Un nuovo rapporto di ricerca, pubblicato sulla rivista Race & Class dell'Istituto per le Relazioni Razziali, ha espresso preoccupazioni sull'impatto della polizia delle 'County Lines' sulle comunità minoritarie nel Regno Unito. Lo studio, condotto dal rinomato dipartimento di Sociologia dell'Università di Durham in collaborazione con l'Università di Sankt Gallen in Svizzera e l'Università di Manchester Metropolitan, afferma che le distinzioni soggettive tra 'vittime' e 'offensori' possono portare alla potenziale criminalizzazione della gioventù.

Lo studio ha rilevato che le politiche di polizia delle 'County Lines' nel Regno Unito rispecchiano i metodi utilizzati nella controversa banca dati Gangs Violence Matrix della Polizia Metropolitana di Londra. Entrambe le approcci utilizzano criteri vaghi che portano a un'eccessiva presenza della polizia tra i giovani delle minoranze, le loro famiglie e le comunità.

La dottoressa Lauren Wroe, ricercatrice che ha condotto studi sulla discriminazione della polizia nei confronti delle minoranze nel contesto delle operazioni di 'County lines' di droga nel Regno Unito, si concentra su come le pratiche delle forze dell'ordine influenzano le comunità minoritarie coinvolte o accusate in questi network di traffico di droga.

Il rapporto evidenzia che l'estesa presenza della polizia e la sorveglianza delle comunità minoritarie sono legittimate dal discorso governativo sulle 'County lines'. Tuttavia, lo studio non sostiene il discorso del governo secondo cui la polizia delle 'County lines' è per la tutela dei giovani sfruttati. Invece, afferma che fare affidamento su stereotipi razziali per contrastare le 'County lines' marginalizza e criminalizza ulteriormente i gruppi minoritari.

Una delle scoperte più preoccupanti dello studio è che in alcune aree i ragazzi neri sono fino a sei volte più probabili di essere classificati a rischio di coinvolgimento nelle 'County lines' senza prove di aumentati reati di droga. Questo eccesso di presenza della polizia può portare a un circolo vizioso di criminalizzazione, poiché la maggiore presenza della polizia può ulteriormente esacerbare le tensioni e potenzialmente incoraggiare più giovani a ricorrere alla criminalità.

Lo studio sostiene inoltre che i metodi utilizzati nella polizia delle 'County lines' rispecchiano quelli utilizzati nella controversa banca dati Gangs Violence Matrix, che è stata criticata per la sua sproporzionata attenzione alle comunità minoritarie.
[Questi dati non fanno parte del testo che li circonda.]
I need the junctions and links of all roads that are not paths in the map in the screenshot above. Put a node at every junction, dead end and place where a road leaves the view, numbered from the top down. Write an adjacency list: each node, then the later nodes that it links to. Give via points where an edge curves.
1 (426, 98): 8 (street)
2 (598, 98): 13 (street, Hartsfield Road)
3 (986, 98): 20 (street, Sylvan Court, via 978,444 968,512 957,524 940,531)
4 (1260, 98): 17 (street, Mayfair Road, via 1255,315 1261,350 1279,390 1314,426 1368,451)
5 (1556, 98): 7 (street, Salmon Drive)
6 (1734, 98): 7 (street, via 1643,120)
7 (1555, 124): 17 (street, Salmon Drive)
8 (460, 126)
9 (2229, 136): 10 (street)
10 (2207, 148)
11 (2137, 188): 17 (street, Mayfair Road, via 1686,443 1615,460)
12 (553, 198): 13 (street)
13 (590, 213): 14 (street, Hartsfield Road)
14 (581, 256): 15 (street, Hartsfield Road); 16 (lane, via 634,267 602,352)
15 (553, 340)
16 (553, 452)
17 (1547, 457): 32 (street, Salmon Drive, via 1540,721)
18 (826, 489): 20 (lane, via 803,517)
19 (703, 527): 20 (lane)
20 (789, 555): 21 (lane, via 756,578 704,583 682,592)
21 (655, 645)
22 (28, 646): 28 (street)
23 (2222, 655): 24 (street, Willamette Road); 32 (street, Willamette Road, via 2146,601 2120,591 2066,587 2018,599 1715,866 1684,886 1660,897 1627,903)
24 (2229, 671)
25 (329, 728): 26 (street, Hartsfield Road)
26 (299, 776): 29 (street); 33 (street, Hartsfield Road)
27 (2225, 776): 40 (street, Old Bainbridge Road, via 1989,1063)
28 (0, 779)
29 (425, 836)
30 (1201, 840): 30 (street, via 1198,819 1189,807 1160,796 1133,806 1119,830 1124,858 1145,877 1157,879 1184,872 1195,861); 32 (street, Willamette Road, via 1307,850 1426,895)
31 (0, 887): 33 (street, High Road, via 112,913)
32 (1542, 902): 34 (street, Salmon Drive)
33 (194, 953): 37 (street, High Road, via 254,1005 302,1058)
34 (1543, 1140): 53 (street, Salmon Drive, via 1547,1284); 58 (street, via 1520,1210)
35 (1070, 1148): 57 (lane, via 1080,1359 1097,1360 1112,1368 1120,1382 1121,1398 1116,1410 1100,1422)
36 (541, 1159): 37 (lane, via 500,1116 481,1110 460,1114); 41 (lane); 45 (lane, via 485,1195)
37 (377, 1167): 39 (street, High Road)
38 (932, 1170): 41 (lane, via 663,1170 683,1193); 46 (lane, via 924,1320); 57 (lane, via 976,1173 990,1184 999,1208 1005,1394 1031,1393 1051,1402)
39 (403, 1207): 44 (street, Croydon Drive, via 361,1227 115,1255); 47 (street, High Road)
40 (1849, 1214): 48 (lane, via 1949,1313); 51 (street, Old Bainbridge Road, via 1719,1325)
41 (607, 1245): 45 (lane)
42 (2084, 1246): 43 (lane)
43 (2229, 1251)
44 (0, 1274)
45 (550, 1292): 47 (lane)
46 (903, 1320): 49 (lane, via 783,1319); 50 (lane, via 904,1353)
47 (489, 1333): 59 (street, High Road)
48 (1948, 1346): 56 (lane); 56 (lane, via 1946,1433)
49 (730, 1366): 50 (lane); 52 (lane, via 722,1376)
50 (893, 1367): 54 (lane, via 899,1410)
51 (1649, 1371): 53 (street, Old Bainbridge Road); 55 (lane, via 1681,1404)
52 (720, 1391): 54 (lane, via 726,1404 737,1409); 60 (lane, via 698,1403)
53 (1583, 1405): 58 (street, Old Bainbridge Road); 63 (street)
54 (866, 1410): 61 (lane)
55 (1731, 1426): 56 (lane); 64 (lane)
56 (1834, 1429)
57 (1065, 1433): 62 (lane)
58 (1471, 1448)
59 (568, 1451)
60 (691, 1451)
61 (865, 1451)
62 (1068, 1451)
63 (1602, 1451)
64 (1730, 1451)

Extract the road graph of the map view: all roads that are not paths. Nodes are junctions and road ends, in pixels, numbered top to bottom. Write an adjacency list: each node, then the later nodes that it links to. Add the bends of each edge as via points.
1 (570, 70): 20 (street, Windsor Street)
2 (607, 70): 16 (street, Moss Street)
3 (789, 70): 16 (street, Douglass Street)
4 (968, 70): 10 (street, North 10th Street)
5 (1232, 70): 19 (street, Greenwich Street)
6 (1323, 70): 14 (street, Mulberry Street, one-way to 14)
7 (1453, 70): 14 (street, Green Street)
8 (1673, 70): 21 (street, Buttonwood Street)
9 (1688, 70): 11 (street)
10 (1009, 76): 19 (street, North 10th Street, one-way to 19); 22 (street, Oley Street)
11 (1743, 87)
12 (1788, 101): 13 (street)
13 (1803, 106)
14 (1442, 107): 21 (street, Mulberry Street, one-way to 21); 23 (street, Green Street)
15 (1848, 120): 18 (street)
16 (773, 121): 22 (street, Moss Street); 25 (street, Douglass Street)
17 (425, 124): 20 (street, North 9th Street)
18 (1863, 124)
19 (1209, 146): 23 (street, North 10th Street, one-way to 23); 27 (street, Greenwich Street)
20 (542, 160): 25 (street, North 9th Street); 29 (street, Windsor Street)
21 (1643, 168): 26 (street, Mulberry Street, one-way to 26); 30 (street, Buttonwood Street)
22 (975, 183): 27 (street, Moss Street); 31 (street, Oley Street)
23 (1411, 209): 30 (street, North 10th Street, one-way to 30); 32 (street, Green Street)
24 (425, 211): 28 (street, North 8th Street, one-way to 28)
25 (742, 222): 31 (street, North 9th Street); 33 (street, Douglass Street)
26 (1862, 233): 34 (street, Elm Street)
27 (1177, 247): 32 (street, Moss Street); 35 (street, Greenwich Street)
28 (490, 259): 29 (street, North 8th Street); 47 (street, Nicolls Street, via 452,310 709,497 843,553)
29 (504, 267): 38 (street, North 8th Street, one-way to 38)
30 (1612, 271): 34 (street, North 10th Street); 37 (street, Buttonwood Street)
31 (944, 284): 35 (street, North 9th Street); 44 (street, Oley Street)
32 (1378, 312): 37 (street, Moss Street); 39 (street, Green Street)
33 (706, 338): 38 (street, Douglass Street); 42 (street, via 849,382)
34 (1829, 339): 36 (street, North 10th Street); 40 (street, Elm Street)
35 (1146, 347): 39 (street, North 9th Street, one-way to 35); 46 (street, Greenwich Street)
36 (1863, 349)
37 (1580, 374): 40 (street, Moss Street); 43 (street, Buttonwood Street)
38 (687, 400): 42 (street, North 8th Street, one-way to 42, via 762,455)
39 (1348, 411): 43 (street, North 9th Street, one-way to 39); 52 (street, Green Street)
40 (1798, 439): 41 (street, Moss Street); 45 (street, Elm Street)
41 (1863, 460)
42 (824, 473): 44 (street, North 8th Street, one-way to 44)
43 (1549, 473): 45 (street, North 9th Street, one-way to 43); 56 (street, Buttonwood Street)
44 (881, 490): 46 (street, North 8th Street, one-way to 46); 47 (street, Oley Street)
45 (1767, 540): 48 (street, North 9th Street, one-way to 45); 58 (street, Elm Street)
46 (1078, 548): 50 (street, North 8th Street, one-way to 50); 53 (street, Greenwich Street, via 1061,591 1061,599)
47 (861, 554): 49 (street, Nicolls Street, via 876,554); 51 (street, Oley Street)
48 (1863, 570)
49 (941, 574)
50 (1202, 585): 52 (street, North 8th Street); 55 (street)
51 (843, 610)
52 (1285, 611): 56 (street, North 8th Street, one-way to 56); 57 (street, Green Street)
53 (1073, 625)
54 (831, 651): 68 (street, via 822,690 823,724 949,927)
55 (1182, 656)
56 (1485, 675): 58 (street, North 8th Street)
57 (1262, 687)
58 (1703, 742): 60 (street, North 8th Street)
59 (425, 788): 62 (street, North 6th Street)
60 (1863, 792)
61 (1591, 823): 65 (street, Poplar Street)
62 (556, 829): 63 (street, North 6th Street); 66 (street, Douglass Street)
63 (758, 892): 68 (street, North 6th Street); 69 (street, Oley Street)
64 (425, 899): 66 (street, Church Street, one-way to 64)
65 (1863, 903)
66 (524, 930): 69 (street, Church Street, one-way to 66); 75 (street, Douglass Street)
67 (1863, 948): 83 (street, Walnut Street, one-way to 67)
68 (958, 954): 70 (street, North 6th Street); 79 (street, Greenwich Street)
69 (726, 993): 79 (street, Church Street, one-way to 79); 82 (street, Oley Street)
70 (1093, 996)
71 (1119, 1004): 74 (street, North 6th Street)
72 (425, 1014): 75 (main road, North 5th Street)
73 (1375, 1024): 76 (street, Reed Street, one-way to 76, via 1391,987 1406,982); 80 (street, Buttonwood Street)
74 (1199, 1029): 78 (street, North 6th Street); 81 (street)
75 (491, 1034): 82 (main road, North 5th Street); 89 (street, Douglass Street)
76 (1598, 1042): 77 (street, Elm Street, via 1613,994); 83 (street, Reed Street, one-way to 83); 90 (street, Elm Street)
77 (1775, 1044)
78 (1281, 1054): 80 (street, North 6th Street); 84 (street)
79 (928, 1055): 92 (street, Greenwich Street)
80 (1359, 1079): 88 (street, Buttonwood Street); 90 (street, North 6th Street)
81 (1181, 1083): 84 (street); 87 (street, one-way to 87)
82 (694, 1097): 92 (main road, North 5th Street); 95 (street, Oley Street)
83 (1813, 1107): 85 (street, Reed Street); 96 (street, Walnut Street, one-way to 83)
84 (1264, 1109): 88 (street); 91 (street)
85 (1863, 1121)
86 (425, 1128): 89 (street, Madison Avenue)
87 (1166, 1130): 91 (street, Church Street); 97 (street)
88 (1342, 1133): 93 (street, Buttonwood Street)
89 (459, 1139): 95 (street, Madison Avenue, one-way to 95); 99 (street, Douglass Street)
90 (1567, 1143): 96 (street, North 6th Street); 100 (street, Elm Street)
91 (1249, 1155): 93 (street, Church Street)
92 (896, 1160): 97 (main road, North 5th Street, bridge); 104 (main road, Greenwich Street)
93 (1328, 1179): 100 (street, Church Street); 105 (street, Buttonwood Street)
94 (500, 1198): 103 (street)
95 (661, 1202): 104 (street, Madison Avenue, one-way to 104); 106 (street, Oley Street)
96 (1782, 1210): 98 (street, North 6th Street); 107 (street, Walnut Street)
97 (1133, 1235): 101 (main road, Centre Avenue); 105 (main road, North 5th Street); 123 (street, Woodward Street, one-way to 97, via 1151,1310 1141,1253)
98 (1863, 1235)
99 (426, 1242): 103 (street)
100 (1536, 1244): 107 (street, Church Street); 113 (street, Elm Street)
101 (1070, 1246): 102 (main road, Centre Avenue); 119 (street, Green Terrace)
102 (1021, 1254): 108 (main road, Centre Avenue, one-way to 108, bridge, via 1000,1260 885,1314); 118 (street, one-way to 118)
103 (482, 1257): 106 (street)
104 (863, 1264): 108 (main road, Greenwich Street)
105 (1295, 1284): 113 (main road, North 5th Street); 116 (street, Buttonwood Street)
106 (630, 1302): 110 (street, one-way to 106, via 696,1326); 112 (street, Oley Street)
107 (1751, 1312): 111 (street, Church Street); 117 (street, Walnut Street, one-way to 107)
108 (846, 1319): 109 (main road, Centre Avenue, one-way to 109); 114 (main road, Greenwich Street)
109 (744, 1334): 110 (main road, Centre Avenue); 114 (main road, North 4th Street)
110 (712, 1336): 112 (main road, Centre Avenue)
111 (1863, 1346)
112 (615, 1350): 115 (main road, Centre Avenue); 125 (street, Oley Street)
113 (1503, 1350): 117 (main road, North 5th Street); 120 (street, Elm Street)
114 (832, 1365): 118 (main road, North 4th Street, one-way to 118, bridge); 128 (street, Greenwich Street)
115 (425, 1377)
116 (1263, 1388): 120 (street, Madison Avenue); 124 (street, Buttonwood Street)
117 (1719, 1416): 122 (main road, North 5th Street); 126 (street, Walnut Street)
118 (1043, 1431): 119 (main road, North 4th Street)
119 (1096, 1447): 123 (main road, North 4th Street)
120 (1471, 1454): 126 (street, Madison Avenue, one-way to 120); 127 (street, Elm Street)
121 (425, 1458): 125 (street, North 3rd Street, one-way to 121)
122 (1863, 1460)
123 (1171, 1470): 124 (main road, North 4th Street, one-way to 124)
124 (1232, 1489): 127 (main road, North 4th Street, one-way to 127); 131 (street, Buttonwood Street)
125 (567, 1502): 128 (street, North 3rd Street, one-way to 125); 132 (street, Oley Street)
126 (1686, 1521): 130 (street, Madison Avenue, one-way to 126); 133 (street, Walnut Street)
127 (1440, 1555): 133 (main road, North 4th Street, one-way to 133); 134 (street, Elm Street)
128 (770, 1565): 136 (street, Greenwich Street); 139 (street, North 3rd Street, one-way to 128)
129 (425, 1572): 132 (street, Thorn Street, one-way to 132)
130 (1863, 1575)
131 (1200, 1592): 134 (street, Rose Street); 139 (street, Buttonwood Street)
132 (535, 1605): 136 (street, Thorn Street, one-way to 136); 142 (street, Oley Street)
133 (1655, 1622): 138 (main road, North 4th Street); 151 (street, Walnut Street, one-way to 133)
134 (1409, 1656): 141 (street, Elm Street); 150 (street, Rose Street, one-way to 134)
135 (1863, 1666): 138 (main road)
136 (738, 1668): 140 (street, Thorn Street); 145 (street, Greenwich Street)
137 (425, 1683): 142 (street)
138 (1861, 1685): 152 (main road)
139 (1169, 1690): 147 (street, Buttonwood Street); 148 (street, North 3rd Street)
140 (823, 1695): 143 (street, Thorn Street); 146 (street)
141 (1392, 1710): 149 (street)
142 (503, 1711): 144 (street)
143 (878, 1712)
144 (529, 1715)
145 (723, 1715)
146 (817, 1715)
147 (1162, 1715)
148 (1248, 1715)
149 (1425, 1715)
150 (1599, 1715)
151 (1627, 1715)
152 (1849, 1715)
Entrambe le approcci si basano su criteri vaghi e possono portare a un'eccessiva presenza della polizia tra i giovani delle minoranze, le loro famiglie e le comunità.

In conclusione, questo nuovo rapporto di ricerca solleva serie domande sull'impatto della polizia delle 'County lines' sulle comunità minoritarie nel Regno Unito. Richiede una rivalutazione delle politiche e delle pratiche attuali per garantire che non marginalizzino e criminalizzino ulteriormente i gruppi minoritari. Lo studio sottolinea la necessità di approcci basati sull'evidenza per contrastare i network di traffico di droga che prioritario la protezione di tutte le comunità, indipendentemente dalla razza o dall'etnia.